Walt Whitman's Live Oak, With Moss , is an intricate portrayal of love, both physical and mental. Throughout the poem, Whitman incorporates an array of metaphors symbolic of love and the many characteristics associated with love. Dissimilar to mainstream poetry, Whitman introduces a friend-lover relationship between two men, describing the pain and happiness associated with their love.
Throughout Live Oak, With Moss, Whitman illustrates the great pleasure associated with love. Introducing his love as a consuming burning flame, Whitman affectively gains the complete attention of the reader. Once convenient, Whitman begins to describe the many sensations associated with his love. Using the wind, the water, fire and nature as his tools, Whitman encompasses the reader with a sense of warmth and love. Before venturing on to specifics, Whitman reveals the meaning of Live Oak, With Moss . Symbolic of himself, he describes the Live Oak, With Moss as a rude, unbending, and lusty creature, alone in a field, with only soft moss for comfort.
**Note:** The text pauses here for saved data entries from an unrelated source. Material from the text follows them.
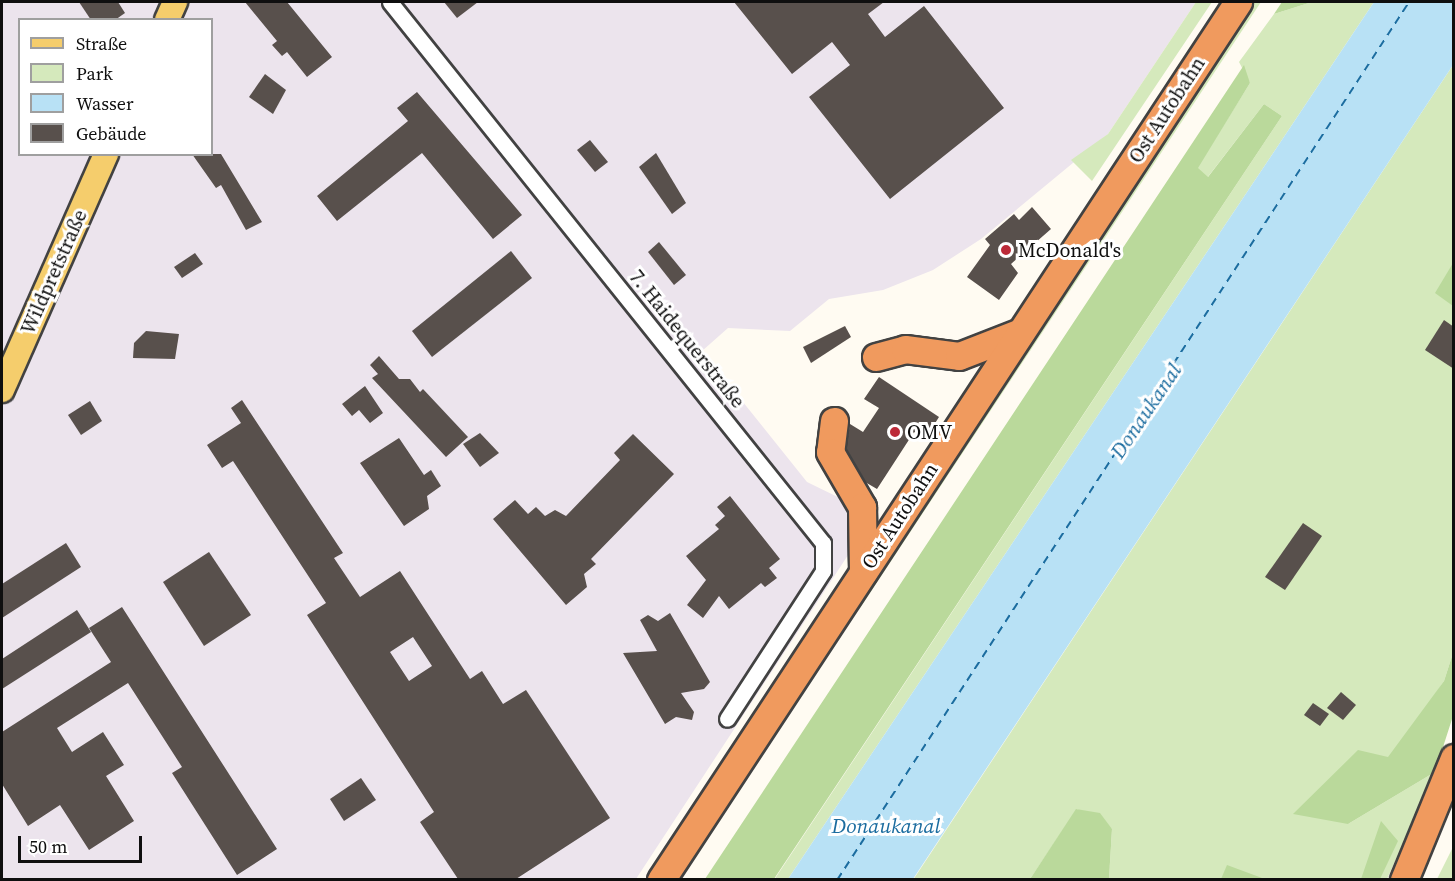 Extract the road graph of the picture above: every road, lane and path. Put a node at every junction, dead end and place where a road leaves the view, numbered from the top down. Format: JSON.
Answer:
{"nodes":[{"id":1,"x":175,"y":2,"type":"edge"},
{"id":2,"x":390,"y":2,"type":"edge"},
{"id":3,"x":1238,"y":2,"type":"edge"},
{"id":4,"x":168,"y":18,"type":"edge"},
{"id":5,"x":105,"y":156,"type":"edge"},
{"id":6,"x":1021,"y":332,"type":"junction"},
{"id":7,"x":876,"y":357,"type":"dead end"},
{"id":8,"x":2,"y":390,"type":"edge"},
{"id":9,"x":834,"y":421,"type":"dead end"},
{"id":10,"x":863,"y":573,"type":"junction"},
{"id":11,"x":727,"y":719,"type":"dead end"},
{"id":12,"x":1454,"y":758,"type":"edge"},
{"id":13,"x":661,"y":879,"type":"edge"},
{"id":14,"x":1404,"y":879,"type":"edge"}],
"edges":[{"from":1,"to":4,"type":"main road"},
{"from":2,"to":11,"type":"street","name":"7. Haidequerstraße"},
{"from":3,"to":6,"type":"highway","name":"Ost Autobahn"},
{"from":5,"to":8,"type":"main road","name":"Wildpretstraße"},
{"from":6,"to":7,"type":"highway"},
{"from":6,"to":10,"type":"highway","name":"Ost Autobahn"},
{"from":9,"to":10,"type":"highway"},
{"from":10,"to":13,"type":"highway","name":"Ost Autobahn"},
{"from":12,"to":14,"type":"highway"}]}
The significance of the description is overwhelming. Whitman see's himself as a rude, closed-minded, and lusty person, who spends a considerable amount of time alone. However, Whitman views himself as a different person when he is in the company of his companion. With the live Oak representing Whitman, and the tender green Moss representing Whitman's companion, these two separate entities form one. Happy, loving, and open-minded, the love emanating from Whitman is a sign of true life.
As the poem progresses on, Whitman uncovers the sadness of his life. Viewing praise as a hollow feeling, Whitman expresses his constant sadness in life.
" When I heard at the close of the day how I had been praised in the Capitol
still it was not a happy night for me that followed;
Nor when I...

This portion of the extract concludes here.